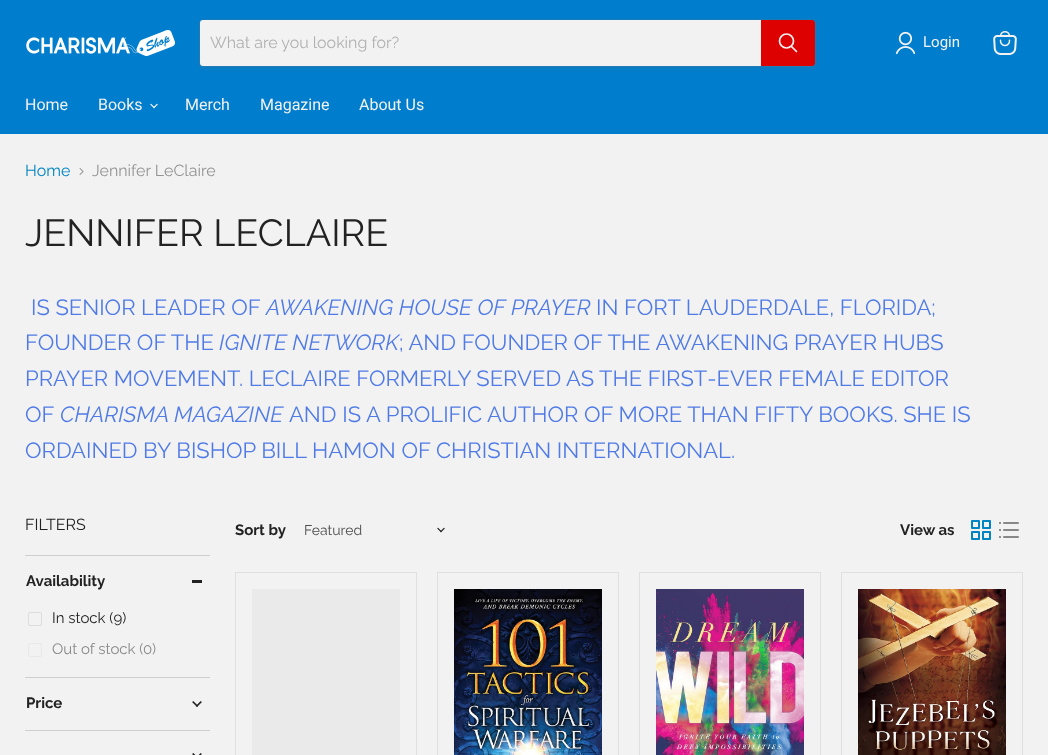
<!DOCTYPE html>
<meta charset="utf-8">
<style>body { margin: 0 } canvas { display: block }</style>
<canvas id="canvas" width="1048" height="755"></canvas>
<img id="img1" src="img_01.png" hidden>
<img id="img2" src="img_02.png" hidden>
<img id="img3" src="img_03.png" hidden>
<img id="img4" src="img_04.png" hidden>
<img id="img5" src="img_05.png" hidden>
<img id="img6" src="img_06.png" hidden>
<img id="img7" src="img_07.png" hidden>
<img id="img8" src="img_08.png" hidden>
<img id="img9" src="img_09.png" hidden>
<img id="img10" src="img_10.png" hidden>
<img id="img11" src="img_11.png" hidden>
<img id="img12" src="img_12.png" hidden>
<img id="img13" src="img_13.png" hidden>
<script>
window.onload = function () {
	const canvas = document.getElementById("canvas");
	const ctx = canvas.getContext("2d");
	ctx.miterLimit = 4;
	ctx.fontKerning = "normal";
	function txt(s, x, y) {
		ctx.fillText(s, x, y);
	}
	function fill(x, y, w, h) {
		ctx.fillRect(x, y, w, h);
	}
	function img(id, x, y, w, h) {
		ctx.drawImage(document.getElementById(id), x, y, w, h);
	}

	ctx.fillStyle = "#F2F2F2";
	fill(0, 0, 1048, 755);
	ctx.fillStyle = "#007DCC";
	fill(0, 0, 1048, 134);
	img("img1", 26, 30, 149, 26);
	ctx.fillStyle = "rgba(121, 121, 121, 0.11)";
	ctx.filter = "blur(1.5px)";
	ctx.beginPath();
	ctx.roundRect(199, 21, 617, 48, 4);
	ctx.fill();
	ctx.filter = "none";
	ctx.beginPath();
	ctx.roundRect(199.5, 19.5, 616, 47, 3.5);
	ctx.strokeStyle = "rgba(121, 121, 121, 0.2)";
	ctx.stroke();
	ctx.fillStyle = "#F2F2F2";
	ctx.beginPath();
	ctx.roundRect(200, 20, 561, 46, [3, 0, 0, 3]);
	ctx.fill();
	ctx.fillStyle = "#DE0101";
	ctx.beginPath();
	ctx.roundRect(761.5, 20.5, 53, 45, [0, 2.5, 2.5, 0]);
	ctx.fill();
	ctx.strokeStyle = "#DE0101";
	ctx.stroke();
	ctx.beginPath();
	ctx.moveTo(796.5, 51.5);
	ctx.lineTo(791.5, 46.5);
	ctx.strokeStyle = "#F2F2F2";
	ctx.lineWidth = 1.7;
	ctx.lineCap = "round";
	ctx.stroke();
	ctx.beginPath();
	ctx.arc(786.5, 41, 7, 0, Math.PI * 2);
	ctx.stroke();
	img("img2", 895, 31, 20, 24);
	img("img3", 993, 31, 24, 24);
	img("img4", 150, 103, 8, 6);
	img("img5", 79, 168, 5, 7);
	ctx.fillStyle = "#CECECE";
	fill(25, 555, 185, 1);
	ctx.fillStyle = "#222222";
	fill(192, 580, 10, 3);
	ctx.beginPath();
	ctx.roundRect(28.5, 612.5, 13, 13, 1.5);
	ctx.strokeStyle = "#DDDDDD";
	ctx.lineWidth = 1;
	ctx.stroke();
	ctx.beginPath();
	ctx.roundRect(28.5, 643.5, 13, 13, 1.5);
	ctx.strokeStyle = "#E8E8E8";
	ctx.stroke();
	ctx.fillStyle = "#CECECE";
	fill(25, 677, 185, 1);
	img("img6", 192, 701, 10, 6);
	fill(25, 730, 185, 1);
	img("img7", 192, 753, 10, 2);
	img("img8", 437, 527, 8, 6);
	img("img9", 971, 520, 20, 20);
	img("img10", 999, 522, 20, 16);
	ctx.strokeStyle = "#DFDFDF";
	ctx.strokeRect(235.5, 572.5, 181, 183);
	ctx.fillStyle = "#EAEAEA";
	fill(252, 589, 148, 166);
	ctx.strokeRect(437.5, 572.5, 181, 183);
	img("img11", 454, 589, 148, 166);
	ctx.strokeRect(639.5, 572.5, 181, 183);
	img("img12", 656, 589, 148, 166);
	ctx.strokeRect(841.5, 572.5, 181, 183);
	img("img13", 858, 589, 148, 166);
	ctx.font = "16px Raleway";
	ctx.fillStyle = "#B0B0B0";
	txt("What are you looking for?", 210, 48);
	ctx.font = "15px Roboto";
	ctx.fillStyle = "#F2F2F2";
	txt("Login", 923, 47);
	ctx.font = "16px Roboto";
	txt("Home", 25, 110);
	txt("Books", 98, 110);
	txt("Merch", 185, 110);
	txt("Magazine", 260, 110);
	txt("About Us", 359, 110);
	ctx.font = "16px Raleway";
	ctx.fillStyle = "#0084C2";
	txt("Home", 25, 176);
	ctx.fillStyle = "#949494";
	txt("Jennifer LeClaire", 92, 176);
	ctx.font = "37.75px Raleway";
	ctx.fillStyle = "#222222";
	txt("JENNIFER LECLAIRE", 25, 246);
	ctx.font = "22px Raleway";
	ctx.fillStyle = "#507BE7";
	txt("IS SENIOR LEADER OF", 31, 315);
	ctx.font = "italic 22px Raleway";
	txt("AWAKENING HOUSE OF PRAYER", 266, 315);
	ctx.font = "22px Raleway";
	txt("IN FORT LAUDERDALE, FLORIDA;", 596, 315);
	txt("FOUNDER OF THE", 25, 350);
	ctx.font = "italic 22px Raleway";
	txt("IGNITE NETWORK", 219, 350);
	ctx.font = "22px Raleway";
	txt("; AND FOUNDER OF THE AWAKENING PRAYER HUBS", 399, 350);
	txt("PRAYER MOVEMENT. LECLAIRE FORMERLY SERVED AS THE FIRST‐EVER FEMALE EDITOR", 25, 386);
	txt("OF", 25, 422);
	ctx.font = "italic 22px Raleway";
	txt("CHARISMA MAGAZINE", 60, 422);
	ctx.font = "22px Raleway";
	txt("AND IS A PROLIFIC AUTHOR OF MORE THAN FIFTY BOOKS. SHE IS", 289, 422);
	txt("ORDAINED BY BISHOP BILL HAMON OF CHRISTIAN INTERNATIONAL.", 25, 458);
	ctx.font = "16px Raleway";
	ctx.fillStyle = "#222222";
	txt("FILTERS", 25, 530);
	ctx.font = "bold 15px Raleway";
	txt("Availability", 26, 586);
	ctx.font = "15px Raleway";
	txt("In stock (9)", 52, 623);
	ctx.fillStyle = "#8A8A8A";
	txt("Out of stock (0)", 52, 654);
	ctx.font = "bold 15px Raleway";
	ctx.fillStyle = "#222222";
	txt("Price", 26, 708);
	txt("Sort by", 235, 535);
	ctx.font = "14px Raleway";
	ctx.fillStyle = "#4D4D4D";
	txt("Featured", 304, 535);
	ctx.font = "bold 15px Raleway";
	ctx.fillStyle = "#222222";
	txt("View as", 900, 535);
};
</script>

________________________________________

Wherever the string "document" appears in the listing above, show the whole line.

■ **Response area**:
	const canvas = document.getElementById("canvas");
		ctx.drawImage(document.getElementById(id), x, y, w, h);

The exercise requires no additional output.